А ведь еще пару лет назад в минусовую погоду на даче было вполне приятно. Ну то есть да, на ноги лучше бы валенки. Тапочек и вязаных носков, впрочем, тоже хватало, но я просто люблю валенки. Зашла на крыльцо, скинула калоши - и в дом. Ну свитер, ну джинсы или теплая длинная юбка. Это на террасе и вообще в доме, а в комнате, в которую печка задницей выходит, и до плюс тридцати набегало, если ночью дверь закрыть.
И вот за год теплоизоляция сдохла начисто. Да, я все понимаю: керамзит просыпался вниз от вибрации, когда окна меняли, стекловата - тоже штука не вечная, и с восьмидесятых они свою службу отслужили. Но елки ж палки, нельзя же так сразу-то! Плюс шестнадцать в той же комнате вместо плюс тридцати - оно, знаете ли, внезапно. Освежающе, я бы сказала. Даже бодряще.
Но судьба, обнаружив, что мне и двенадцать-шестнадцать не в напряг, на мою морозоустойчивость обиделась и вытащила из рукава последний козырь. Печка из предаварийного состояния радостно перешла в аварийное, и вчера я поимела незабываемый вечер, лётая с первого этажа на второй и пытаясь понять, откуда дым. Дым-то оказался в результате из духовки, где местами просыпалась межкирпичная глина, и давал его не горящий утеплитель между этажами, а сыроватое полено в топке, но вечерок задался. Особенно учитывая, сколько до нас может пилить пожарная машина и с какой скоростью сгорает деревянный дом. И то, что водопровод отключили еще в сентябре, насос из колодца я лично вытащила третьего дня, да и если будет пожар - проводке хана, так что толку-то от того насоса. В общем, я теперь знаю, что такое паника. И это еще хвала богам, что в буфете водка оказалась. По окончании марафона хватанула пятьдесят - попустило, хотя и не сразу...
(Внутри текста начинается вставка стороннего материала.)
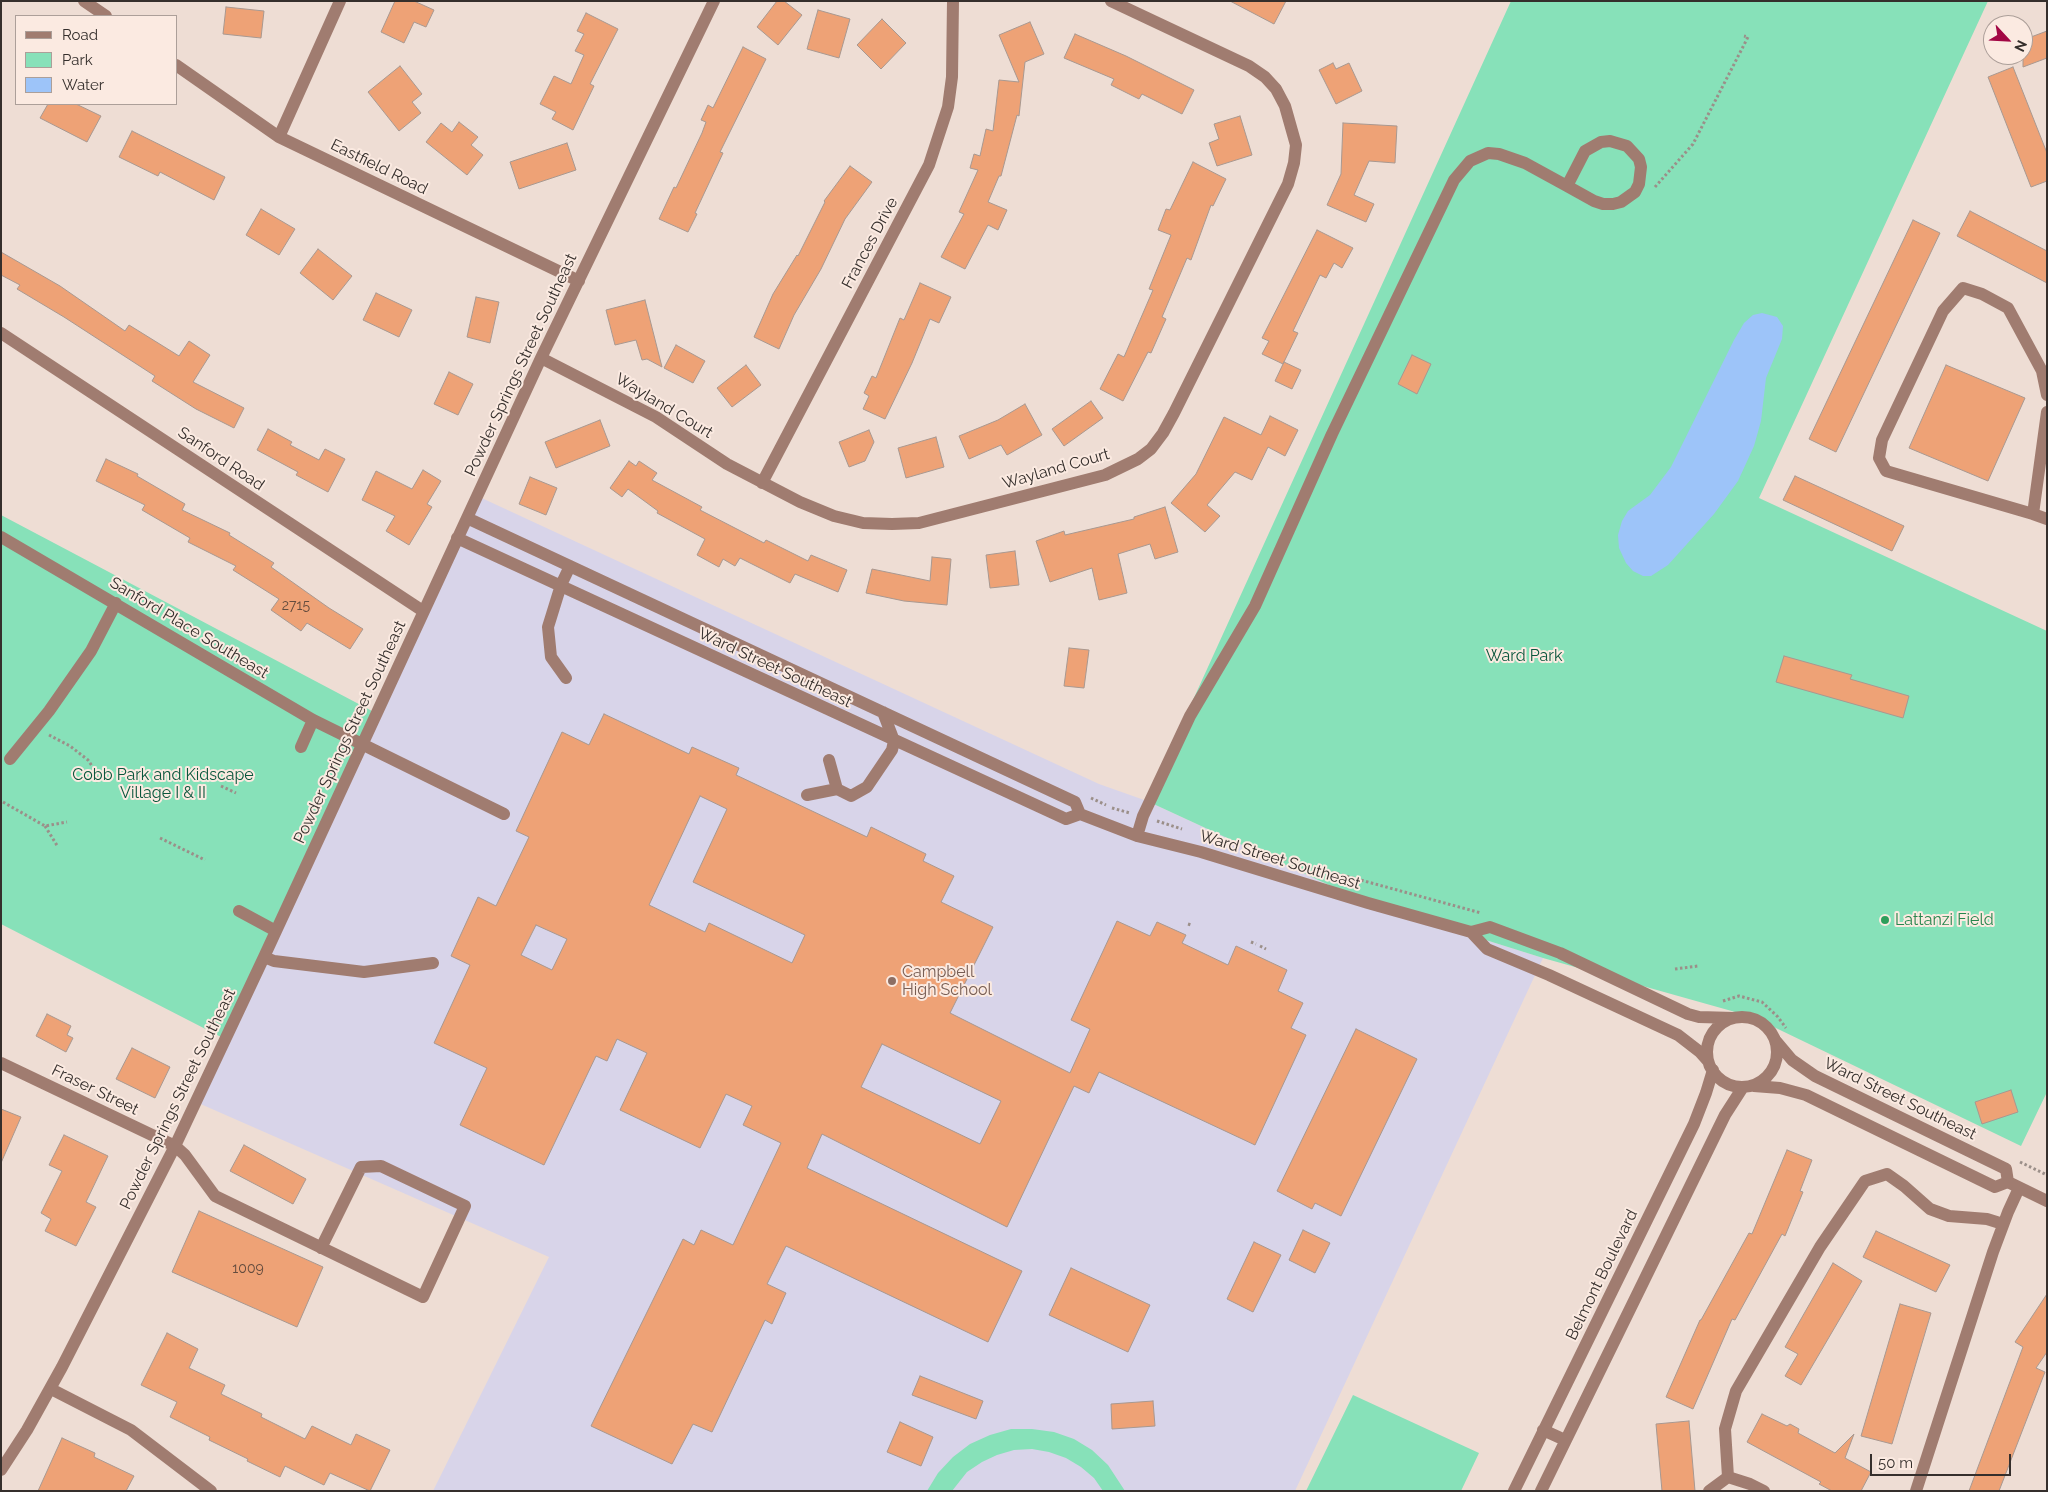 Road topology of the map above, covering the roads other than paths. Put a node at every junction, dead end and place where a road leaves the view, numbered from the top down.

Но самое интересное - я вдруг очень четко, на собственной шкуре поняла, что же страшней всего, если горит дом. Имущество - да черт бы с ним, что там того имущества, два телевизора да груда шмоток. Жизнь? - два раза все равно не умирать. Самое страшное - когда обращается в пепел любовь, вложенная в дом, его история. Пристройка, которую на моих глазах возводил дед: под его руководством я впервые взяла в руки рубанок и с тех пор навсегда полюбила мужскую работу. Второй этаж, взлелеянная годами и наконец осуществившаяся мечта матери: там в каждой доске, в каждой полочке - ее счастье. Древний, тридцатых годов буфет - бабушкина память о старших родственниках. Даже простенький советский шкафчик семидесятых годов: именно на его дверцах я, лет пяти, училась шлепать переводные картинки, и они видны до сих пор.
А почему гораздо удобнее верить в бога, я поняла, когда между потолочных досок на первом этаже сквозануло дымком (на самом деле он просто поднялся к потолку и слегка по нему прополз, невидимый на фоне гладких выбеленных поверхностей, но заметный на затемненных стыках). Мне было некого просить о чуде, чтобы вот раз - и чьей-то могучей волей все стало хорошо, даже когда все плохо. У меня есть только реальность, в которой я могу совершать какие-то действия, и не более того. Впрочем, надеяться только на себя, оставшись один на один с обстоятельствами, - как по мне, весьма полезный навык.
А по совокупности проблем вытанцовывается одна, зато главная: как бы нарисовать рублей эдак миллиончик, чтобы и с теплоизоляцией разобраться, и печку переложить, ну и до кучи часть первого этажа изнутри переделать, чтоб два раза не вставать. Рисую я хреново, так что прямо не знаю, как быть.
Ну и в качестве постскриптума - ирония судьбы. В сентябре мы заказали три куба березовых дров. В начале октября их привезли. Три дня назад я наконец-то приладилась к колуну, который мой бывший муж покупал под себя, а поскольку в муже было сто восемьдесят роста против моих ста шестидесяти трех, легко представить, насколько у нас отличается длина рук и угол замаха. Долго этот колун стоял в углу сарая без дела, но колоды в мой обхват обычным топором не больно нашинкуешь, так что пришлось срочно пройти экспромт-курс по овладеванию девайсом. Ну овладела. Ну наколола кубик. И вот внимание, вопрос: нахрена мне теперь эти дрова-то?